■ **Information shown**:

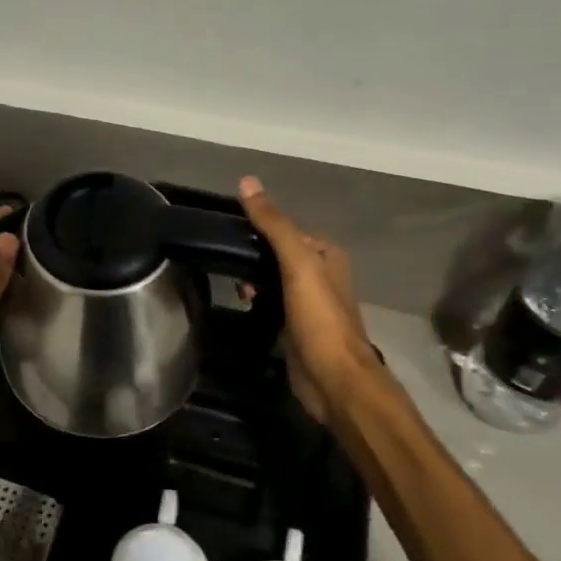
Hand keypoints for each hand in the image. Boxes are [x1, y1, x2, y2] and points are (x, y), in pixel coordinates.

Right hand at [238, 177, 377, 419]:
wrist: (333, 378)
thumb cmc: (319, 317)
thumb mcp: (297, 263)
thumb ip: (274, 224)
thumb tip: (247, 181)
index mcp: (326, 253)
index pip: (285, 228)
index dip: (258, 227)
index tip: (228, 231)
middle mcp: (320, 273)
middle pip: (277, 253)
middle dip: (252, 256)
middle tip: (227, 263)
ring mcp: (308, 302)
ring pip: (271, 278)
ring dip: (251, 279)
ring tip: (233, 286)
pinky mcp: (295, 326)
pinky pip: (269, 302)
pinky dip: (255, 300)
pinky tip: (241, 304)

■ **The problem**:
Copy each line of the records that has "thumb" in it.

■ **Exercise solution**:
thumb cmc: (319, 317)
thumb mcp: (297, 263)
thumb ip: (274, 224)
thumb tip: (247, 181)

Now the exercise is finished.